The phrenic nerve (C3–5) controls diaphragmatic contraction. If compressed by tumour, the diaphragm loses motor input and cannot contract downward during inspiration.
the affected diaphragm sits higher.
Why should recurrent infections in the same lung region raise suspicion of lung cancer?
A tumour may partially obstruct an airway, impairing clearance. This causes repeated infection distal to the blockage.
Why are hilar tumours more likely to be squamous cell carcinoma or small cell cancer?
Smoking-related carcinogens deposit in central airways → central tumours.
How might socioeconomic status influence lung cancer incidence beyond smoking behaviour?
Higher smoking prevalence, occupational exposure, delayed healthcare access, and environmental factors increase risk.
Why are neuroendocrine tumours like small cell lung cancer associated with paraneoplastic syndromes?
How could tumor growth/metastasis within the mediastinum lead to SVC syndrome?
SVC syndrome: a critical condition involving obstruction of the main vein carrying blood from the upper body to the heart
A tumour near the hilum can invade or compress the superior vena cava
obstructs venous return from the head, neck, and upper limbs, leading to venous congestion.

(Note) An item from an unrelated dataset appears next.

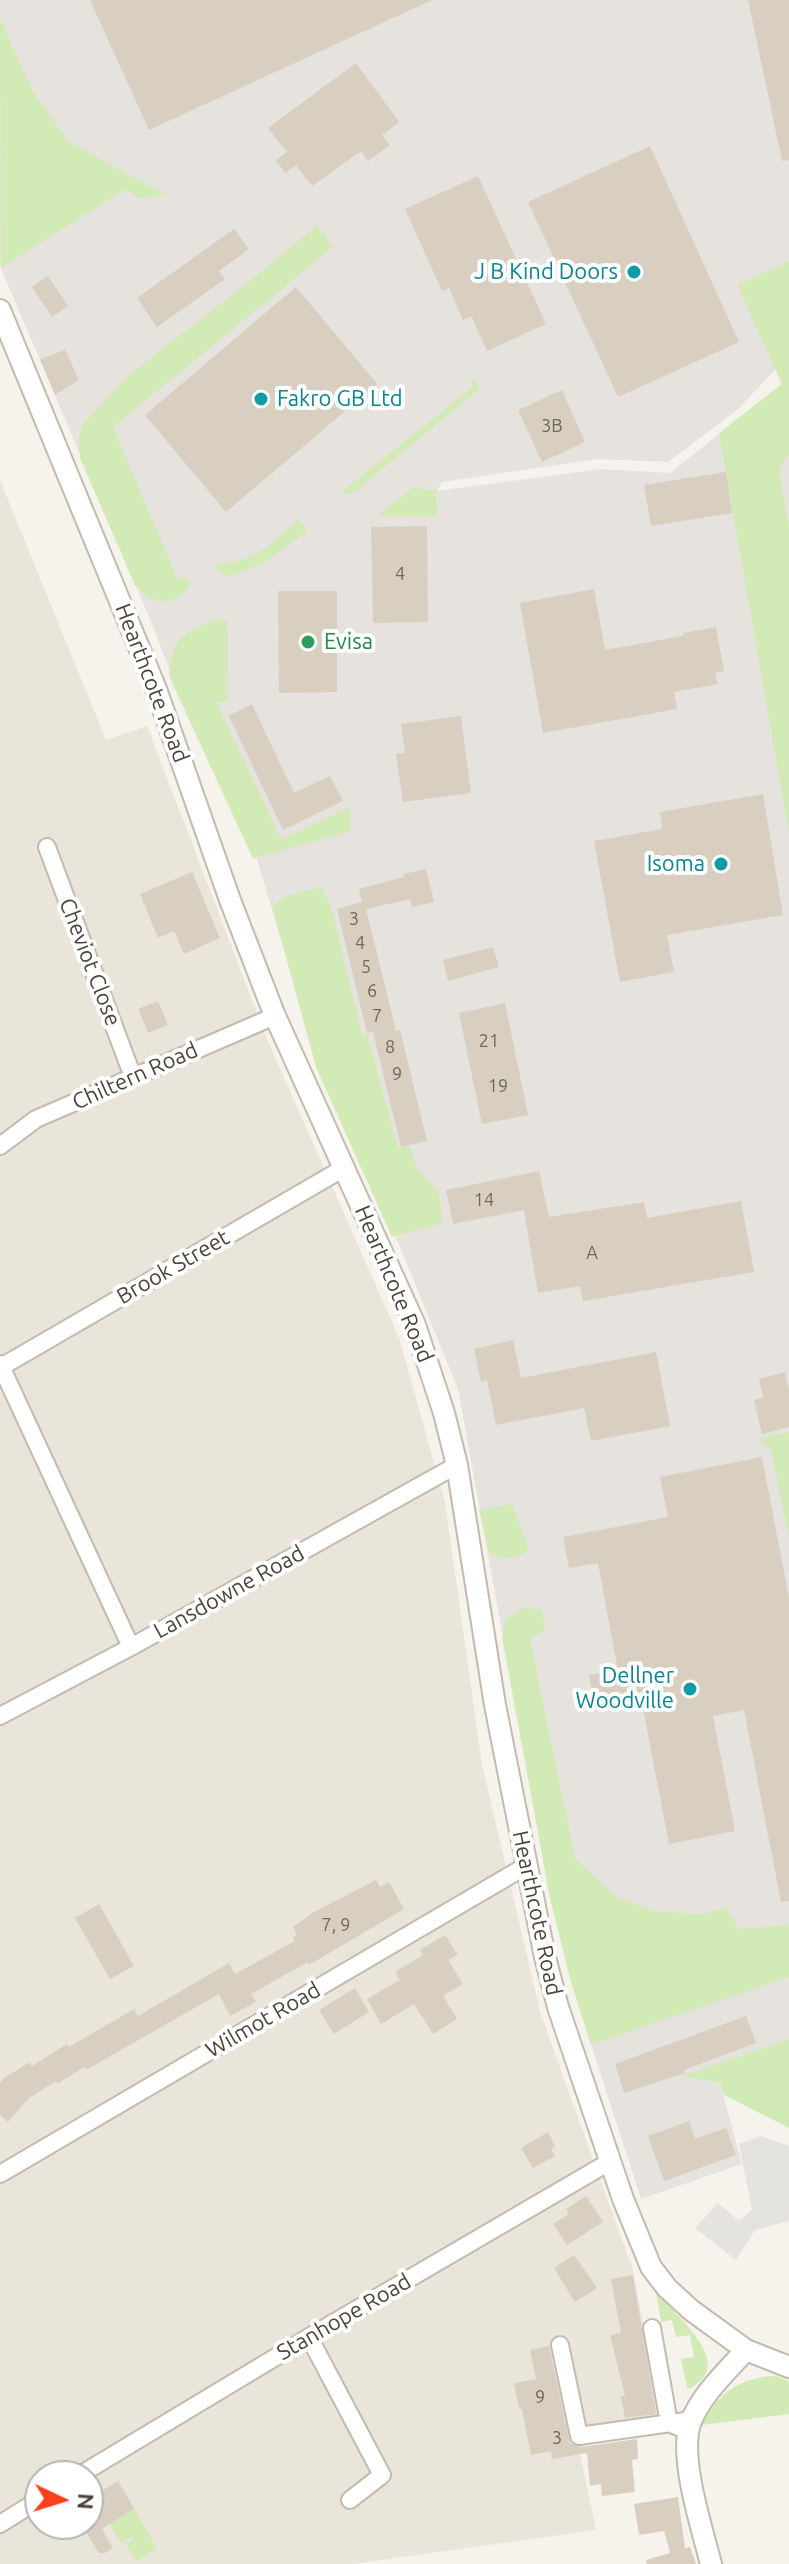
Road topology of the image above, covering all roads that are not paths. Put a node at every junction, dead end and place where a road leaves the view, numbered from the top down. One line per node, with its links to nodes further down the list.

This causes facial swelling, distended neck veins, and upper limb oedema.
How could chronic inflammation from infection contribute to carcinogenesis? (3)
Chronic inflammation leads to:
Repeated epithelial injury
Increased cell turnover
DNA damage via reactive oxygen species
Over time this promotes mutations and malignant transformation.
How could a Pancoast tumour cause shoulder pain and Horner’s syndrome?
Apical tumours invade:
Brachial plexus = shoulder pain
Cervical sympathetic chain = Horner’s syndrome
How does chronic epithelial injury from smoking lead to genetic mutations seen in NSCLC?
cigarette smoke= polycyclic aromatic hydrocarbons and nitrosamines which cause repeated epithelial injury.
increased cellular turnover and DNA replication.
Reactive oxygen species and direct mutagens induce DNA damage, promoting mutations in oncogenes (e.g. KRAS) and tumour suppressor genes (e.g. TP53).
drives malignant transformation.
How might lung cancer/COPD/chronic lung disease contribute to pulmonary hypertension and how does this cause eventual ___ (right or left?) heart strain?
Tumour burden, hypoxia, and destruction of pulmonary vasculature increase pulmonary vascular resistance. Chronic elevation of resistance leads to pulmonary hypertension, which increases workload on the right ventricle, potentially resulting in cor pulmonale
Cor pulmonale is right-sided heart failure caused by long-term high blood pressure in the lungs (pulmonary hypertension) resulting from chronic lung diseases, most commonly COPD.